## [WHAT THE EXERCISE ASKS]
Keep the pictures out, please, and set down every record exactly.

## [MATERIAL FOR THIS TASK]

───

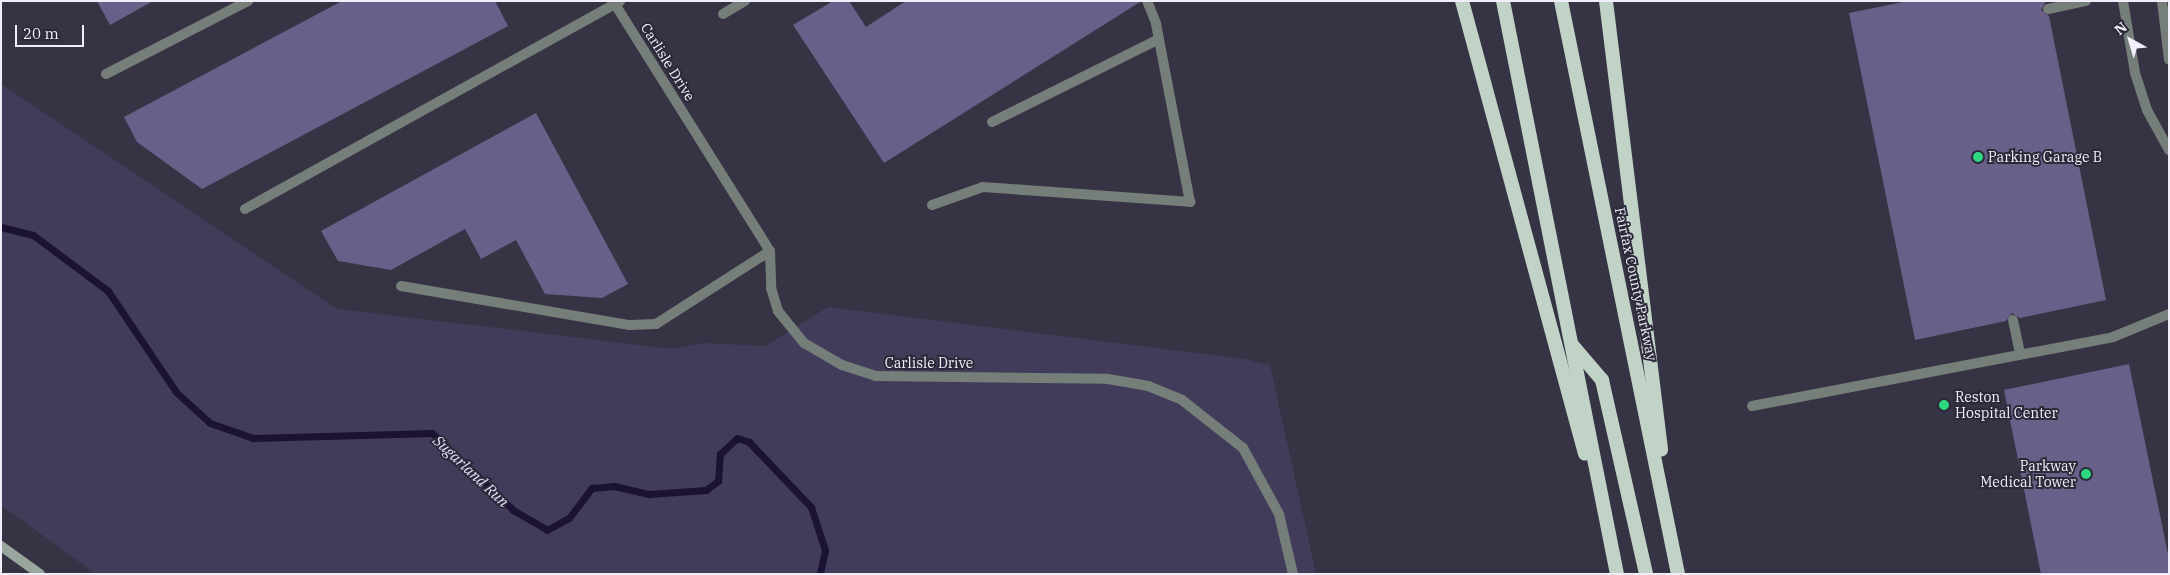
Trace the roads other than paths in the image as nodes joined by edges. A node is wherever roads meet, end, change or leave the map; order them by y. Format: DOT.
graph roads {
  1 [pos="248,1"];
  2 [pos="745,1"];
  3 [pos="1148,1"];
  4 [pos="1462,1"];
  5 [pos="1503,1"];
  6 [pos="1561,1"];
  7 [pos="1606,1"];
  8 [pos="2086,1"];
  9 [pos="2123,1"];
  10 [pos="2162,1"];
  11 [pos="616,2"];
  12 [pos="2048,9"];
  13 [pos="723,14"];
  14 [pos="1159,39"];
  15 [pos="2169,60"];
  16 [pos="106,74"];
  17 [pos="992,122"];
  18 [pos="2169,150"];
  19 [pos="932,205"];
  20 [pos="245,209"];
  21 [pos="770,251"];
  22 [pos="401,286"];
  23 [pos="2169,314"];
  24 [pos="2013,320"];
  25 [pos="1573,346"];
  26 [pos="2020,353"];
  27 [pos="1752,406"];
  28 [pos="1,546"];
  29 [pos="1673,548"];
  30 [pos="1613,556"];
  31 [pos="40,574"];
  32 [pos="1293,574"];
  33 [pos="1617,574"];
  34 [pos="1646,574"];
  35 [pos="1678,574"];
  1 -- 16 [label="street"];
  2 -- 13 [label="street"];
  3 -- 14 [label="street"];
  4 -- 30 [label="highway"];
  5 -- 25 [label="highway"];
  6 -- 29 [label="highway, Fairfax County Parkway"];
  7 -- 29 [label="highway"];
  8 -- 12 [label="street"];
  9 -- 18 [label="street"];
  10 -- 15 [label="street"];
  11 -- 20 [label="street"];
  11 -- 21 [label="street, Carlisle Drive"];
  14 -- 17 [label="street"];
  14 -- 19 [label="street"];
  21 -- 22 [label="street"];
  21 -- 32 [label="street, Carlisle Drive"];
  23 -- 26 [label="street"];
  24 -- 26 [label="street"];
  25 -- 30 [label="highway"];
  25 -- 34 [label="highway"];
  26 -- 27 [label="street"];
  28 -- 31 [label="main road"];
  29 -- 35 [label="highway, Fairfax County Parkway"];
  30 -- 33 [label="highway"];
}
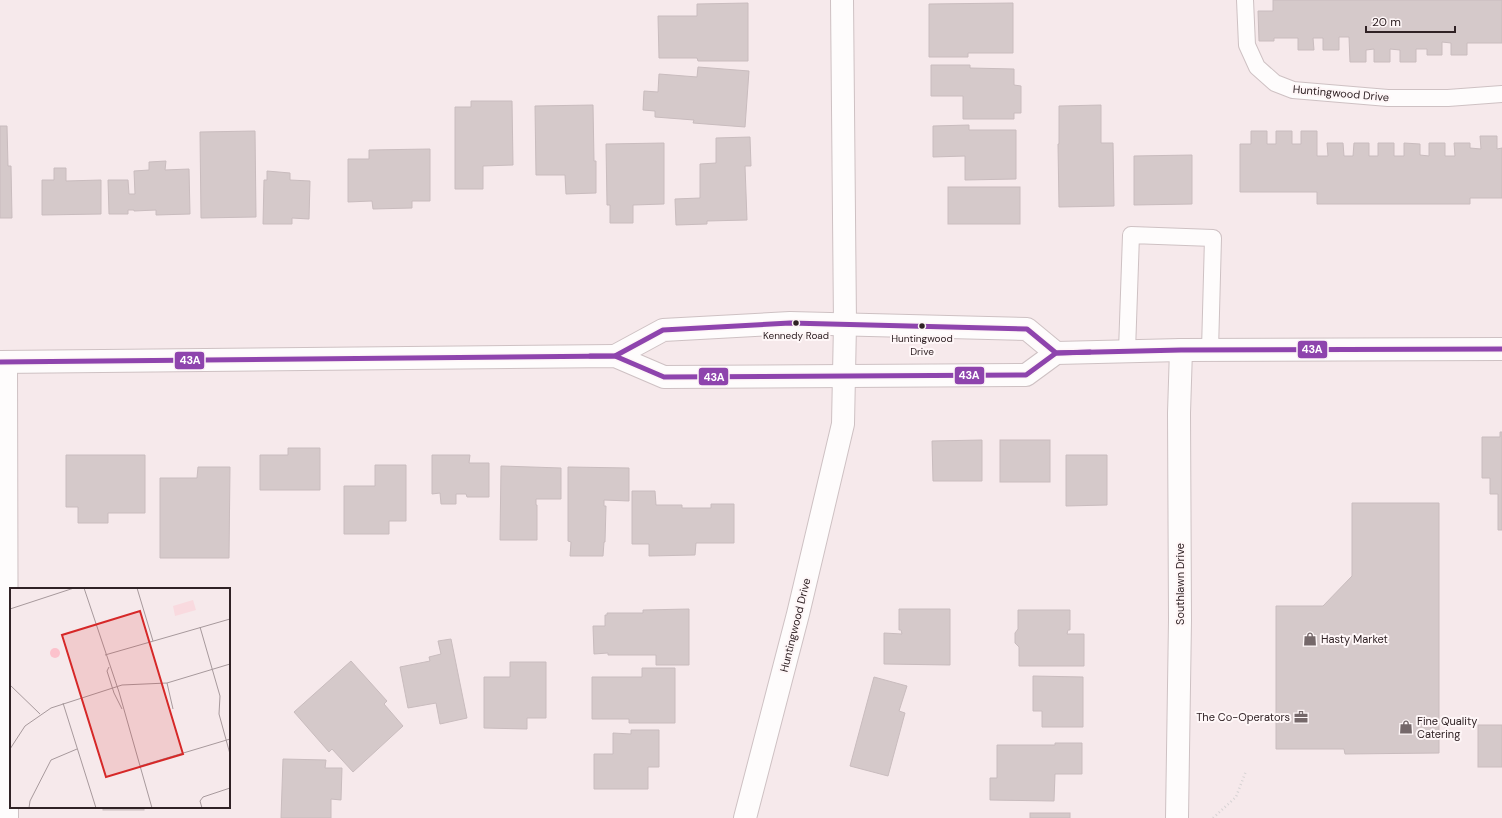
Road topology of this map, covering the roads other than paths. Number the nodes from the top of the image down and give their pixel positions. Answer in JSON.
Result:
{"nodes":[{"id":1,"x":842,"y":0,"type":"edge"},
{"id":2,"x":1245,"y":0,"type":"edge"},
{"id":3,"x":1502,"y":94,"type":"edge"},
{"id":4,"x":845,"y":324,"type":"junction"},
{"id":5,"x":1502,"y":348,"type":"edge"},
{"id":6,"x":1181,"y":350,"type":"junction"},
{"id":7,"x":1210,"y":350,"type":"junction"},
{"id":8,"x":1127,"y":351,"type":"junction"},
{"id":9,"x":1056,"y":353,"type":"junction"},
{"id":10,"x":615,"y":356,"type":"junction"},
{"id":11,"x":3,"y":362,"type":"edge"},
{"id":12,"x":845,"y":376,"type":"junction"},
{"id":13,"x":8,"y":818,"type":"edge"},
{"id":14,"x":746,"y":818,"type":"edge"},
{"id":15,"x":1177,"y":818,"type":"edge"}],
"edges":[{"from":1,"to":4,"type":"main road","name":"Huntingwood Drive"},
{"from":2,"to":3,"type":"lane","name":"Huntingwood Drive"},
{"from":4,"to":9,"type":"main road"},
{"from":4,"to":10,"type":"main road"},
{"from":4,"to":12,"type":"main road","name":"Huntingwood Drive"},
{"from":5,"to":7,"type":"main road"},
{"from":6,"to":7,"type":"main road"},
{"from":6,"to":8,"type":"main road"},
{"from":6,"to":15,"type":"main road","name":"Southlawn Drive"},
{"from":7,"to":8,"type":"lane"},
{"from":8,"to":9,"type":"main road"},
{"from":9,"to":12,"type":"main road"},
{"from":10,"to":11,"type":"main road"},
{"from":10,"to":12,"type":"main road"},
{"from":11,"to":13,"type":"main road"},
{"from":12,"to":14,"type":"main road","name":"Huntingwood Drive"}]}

───

## [RESPONSE TO THE TASK]
Trace the roads other than paths in the image as nodes joined by edges. A node is wherever roads meet, end, change or leave the map; order them by y. Format: DOT.
graph roads {
  1 [pos="248,1"];
  2 [pos="745,1"];
  3 [pos="1148,1"];
  4 [pos="1462,1"];
  5 [pos="1503,1"];
  6 [pos="1561,1"];
  7 [pos="1606,1"];
  8 [pos="2086,1"];
  9 [pos="2123,1"];
  10 [pos="2162,1"];
  11 [pos="616,2"];
  12 [pos="2048,9"];
  13 [pos="723,14"];
  14 [pos="1159,39"];
  15 [pos="2169,60"];
  16 [pos="106,74"];
  17 [pos="992,122"];
  18 [pos="2169,150"];
  19 [pos="932,205"];
  20 [pos="245,209"];
  21 [pos="770,251"];
  22 [pos="401,286"];
  23 [pos="2169,314"];
  24 [pos="2013,320"];
  25 [pos="1573,346"];
  26 [pos="2020,353"];
  27 [pos="1752,406"];
  28 [pos="1,546"];
  29 [pos="1673,548"];
  30 [pos="1613,556"];
  31 [pos="40,574"];
  32 [pos="1293,574"];
  33 [pos="1617,574"];
  34 [pos="1646,574"];
  35 [pos="1678,574"];
  1 -- 16 [label="street"];
  2 -- 13 [label="street"];
  3 -- 14 [label="street"];
  4 -- 30 [label="highway"];
  5 -- 25 [label="highway"];
  6 -- 29 [label="highway, Fairfax County Parkway"];
  7 -- 29 [label="highway"];
  8 -- 12 [label="street"];
  9 -- 18 [label="street"];
  10 -- 15 [label="street"];
  11 -- 20 [label="street"];
  11 -- 21 [label="street, Carlisle Drive"];
  14 -- 17 [label="street"];
  14 -- 19 [label="street"];
  21 -- 22 [label="street"];
  21 -- 32 [label="street, Carlisle Drive"];
  23 -- 26 [label="street"];
  24 -- 26 [label="street"];
  25 -- 30 [label="highway"];
  25 -- 34 [label="highway"];
  26 -- 27 [label="street"];
  28 -- 31 [label="main road"];
  29 -- 35 [label="highway, Fairfax County Parkway"];
  30 -- 33 [label="highway"];
}
Road topology of this map, covering the roads other than paths. Number the nodes from the top of the image down and give their pixel positions. Answer in JSON.
Result:
{"nodes":[{"id":1,"x":842,"y":0,"type":"edge"},
{"id":2,"x":1245,"y":0,"type":"edge"},
{"id":3,"x":1502,"y":94,"type":"edge"},
{"id":4,"x":845,"y":324,"type":"junction"},
{"id":5,"x":1502,"y":348,"type":"edge"},
{"id":6,"x":1181,"y":350,"type":"junction"},
{"id":7,"x":1210,"y":350,"type":"junction"},
{"id":8,"x":1127,"y":351,"type":"junction"},
{"id":9,"x":1056,"y":353,"type":"junction"},
{"id":10,"x":615,"y":356,"type":"junction"},
{"id":11,"x":3,"y":362,"type":"edge"},
{"id":12,"x":845,"y":376,"type":"junction"},
{"id":13,"x":8,"y":818,"type":"edge"},
{"id":14,"x":746,"y":818,"type":"edge"},
{"id":15,"x":1177,"y":818,"type":"edge"}],
"edges":[{"from":1,"to":4,"type":"main road","name":"Huntingwood Drive"},
{"from":2,"to":3,"type":"lane","name":"Huntingwood Drive"},
{"from":4,"to":9,"type":"main road"},
{"from":4,"to":10,"type":"main road"},
{"from":4,"to":12,"type":"main road","name":"Huntingwood Drive"},
{"from":5,"to":7,"type":"main road"},
{"from":6,"to":7,"type":"main road"},
{"from":6,"to":8,"type":"main road"},
{"from":6,"to":15,"type":"main road","name":"Southlawn Drive"},
{"from":7,"to":8,"type":"lane"},
{"from":8,"to":9,"type":"main road"},
{"from":9,"to":12,"type":"main road"},
{"from":10,"to":11,"type":"main road"},
{"from":10,"to":12,"type":"main road"},
{"from":11,"to":13,"type":"main road"},
{"from":12,"to":14,"type":"main road","name":"Huntingwood Drive"}]}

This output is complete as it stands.